## [Given data]

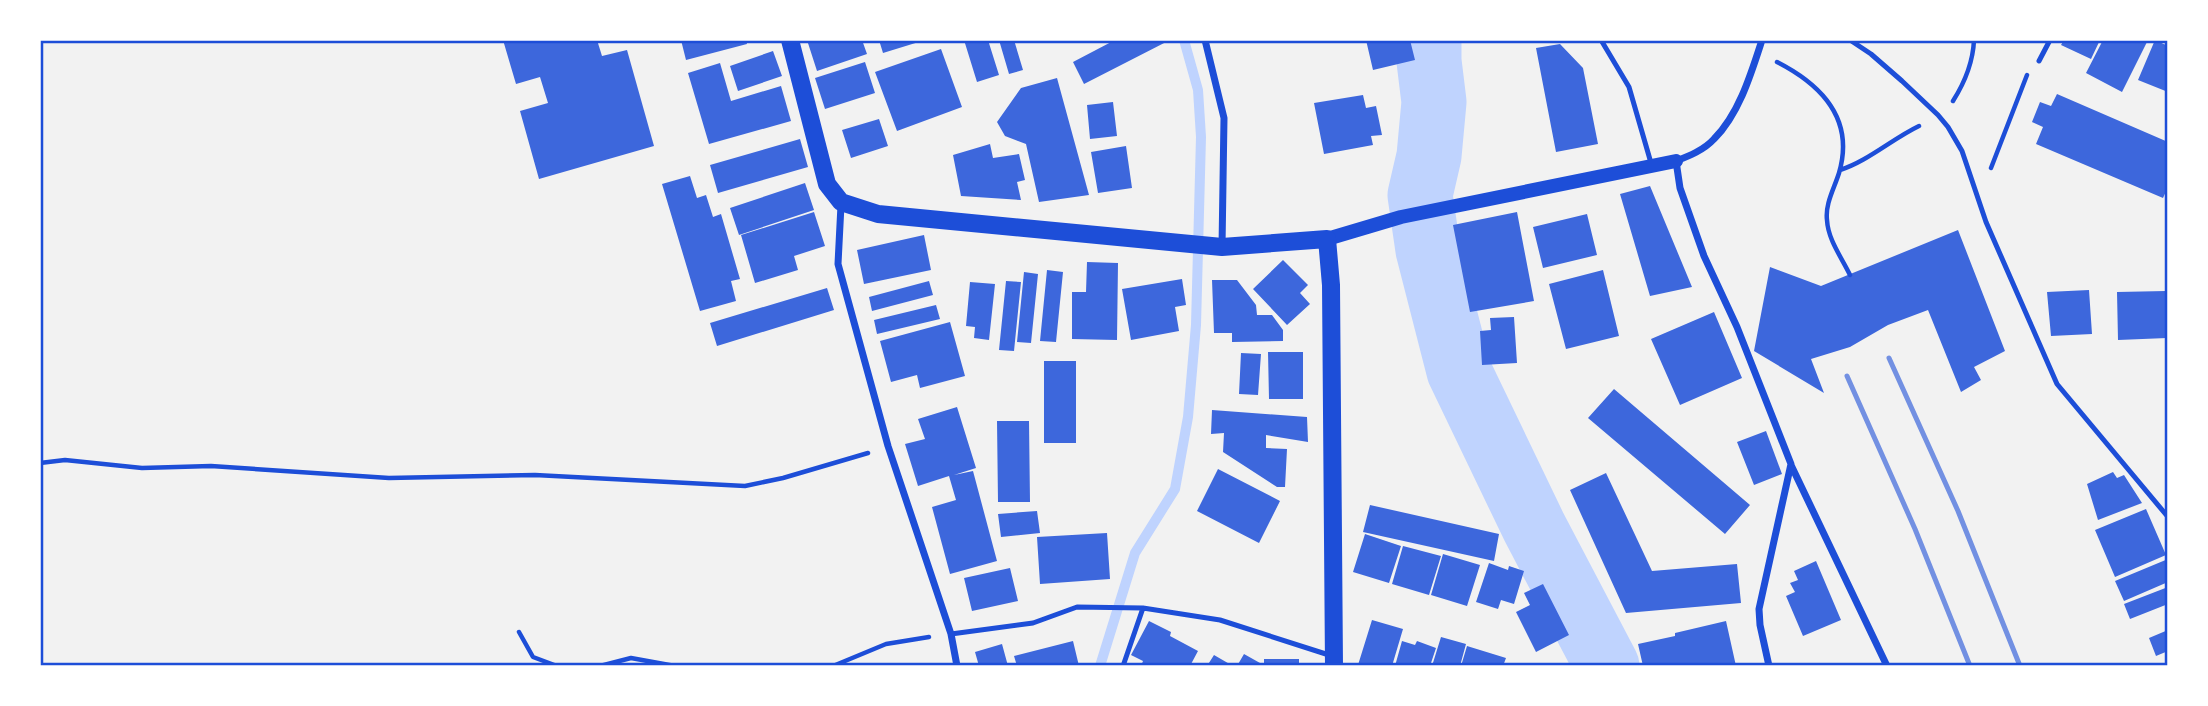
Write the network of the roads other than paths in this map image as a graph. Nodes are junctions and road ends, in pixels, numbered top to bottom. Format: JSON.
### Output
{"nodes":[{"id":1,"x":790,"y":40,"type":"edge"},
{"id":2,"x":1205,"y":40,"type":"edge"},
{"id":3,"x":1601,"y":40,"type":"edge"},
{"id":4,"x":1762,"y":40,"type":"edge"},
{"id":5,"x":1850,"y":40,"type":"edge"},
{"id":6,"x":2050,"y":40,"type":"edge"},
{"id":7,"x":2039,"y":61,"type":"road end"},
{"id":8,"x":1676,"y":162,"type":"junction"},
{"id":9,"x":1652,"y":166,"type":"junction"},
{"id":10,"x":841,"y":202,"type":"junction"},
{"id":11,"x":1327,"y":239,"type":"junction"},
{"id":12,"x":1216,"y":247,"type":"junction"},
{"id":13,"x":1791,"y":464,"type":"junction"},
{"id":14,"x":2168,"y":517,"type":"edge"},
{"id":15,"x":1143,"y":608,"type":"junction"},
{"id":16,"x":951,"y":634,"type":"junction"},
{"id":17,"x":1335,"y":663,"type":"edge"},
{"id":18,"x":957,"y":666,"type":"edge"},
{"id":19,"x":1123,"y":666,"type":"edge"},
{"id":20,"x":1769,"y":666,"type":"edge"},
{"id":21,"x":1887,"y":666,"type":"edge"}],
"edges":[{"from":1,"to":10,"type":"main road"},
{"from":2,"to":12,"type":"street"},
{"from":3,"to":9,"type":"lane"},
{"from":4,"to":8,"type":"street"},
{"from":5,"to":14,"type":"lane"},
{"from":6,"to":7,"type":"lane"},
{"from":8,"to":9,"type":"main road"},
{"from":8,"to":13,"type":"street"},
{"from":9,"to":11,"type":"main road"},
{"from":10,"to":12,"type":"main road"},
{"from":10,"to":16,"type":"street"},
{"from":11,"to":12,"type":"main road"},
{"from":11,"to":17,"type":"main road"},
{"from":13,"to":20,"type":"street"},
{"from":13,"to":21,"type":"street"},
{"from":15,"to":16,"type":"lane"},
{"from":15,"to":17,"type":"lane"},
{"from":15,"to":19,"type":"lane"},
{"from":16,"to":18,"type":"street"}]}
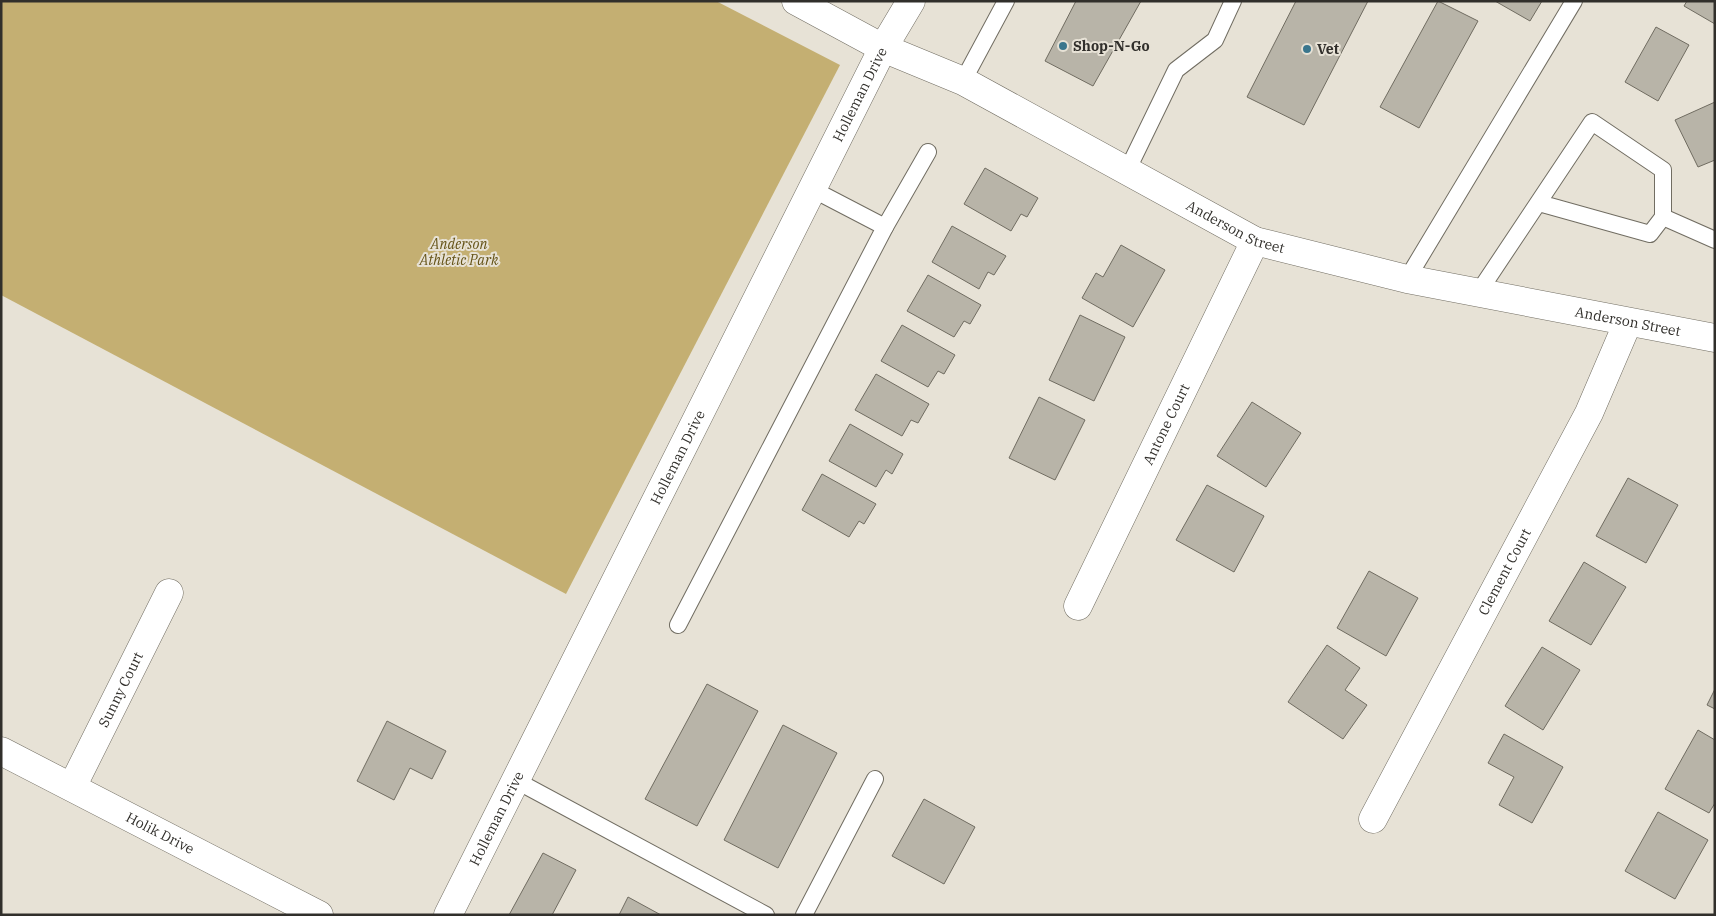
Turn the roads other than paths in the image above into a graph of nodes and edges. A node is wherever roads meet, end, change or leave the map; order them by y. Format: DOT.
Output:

...

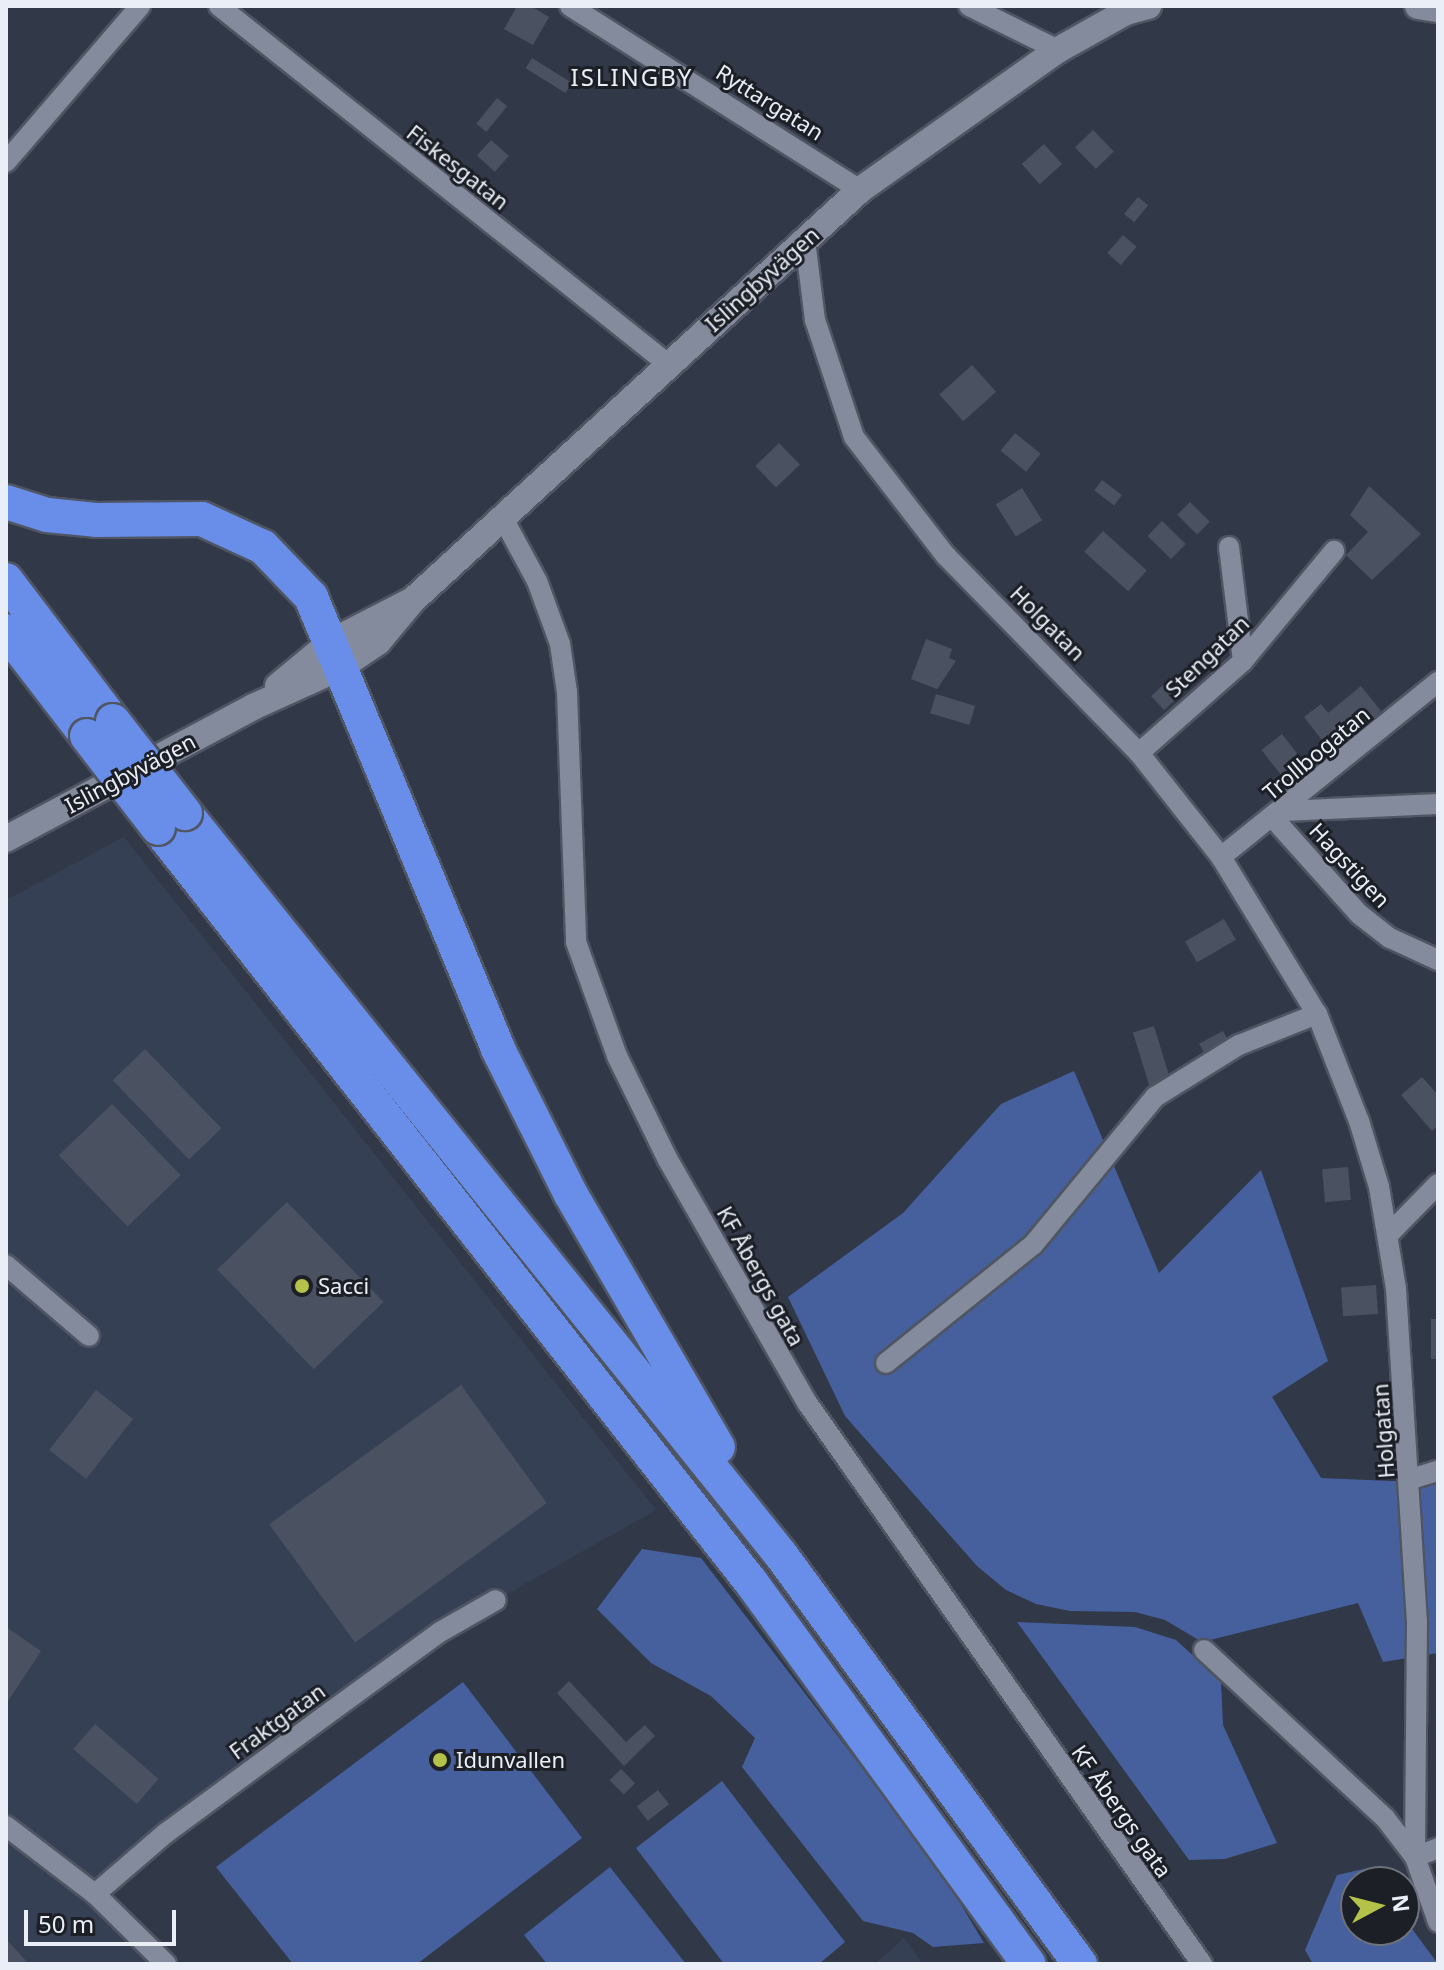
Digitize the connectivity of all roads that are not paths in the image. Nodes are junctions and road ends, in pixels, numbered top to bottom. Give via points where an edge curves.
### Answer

## [What is being asked]
Return only the number of lines above in which the string "graph" occurs.

## [Written reply]
2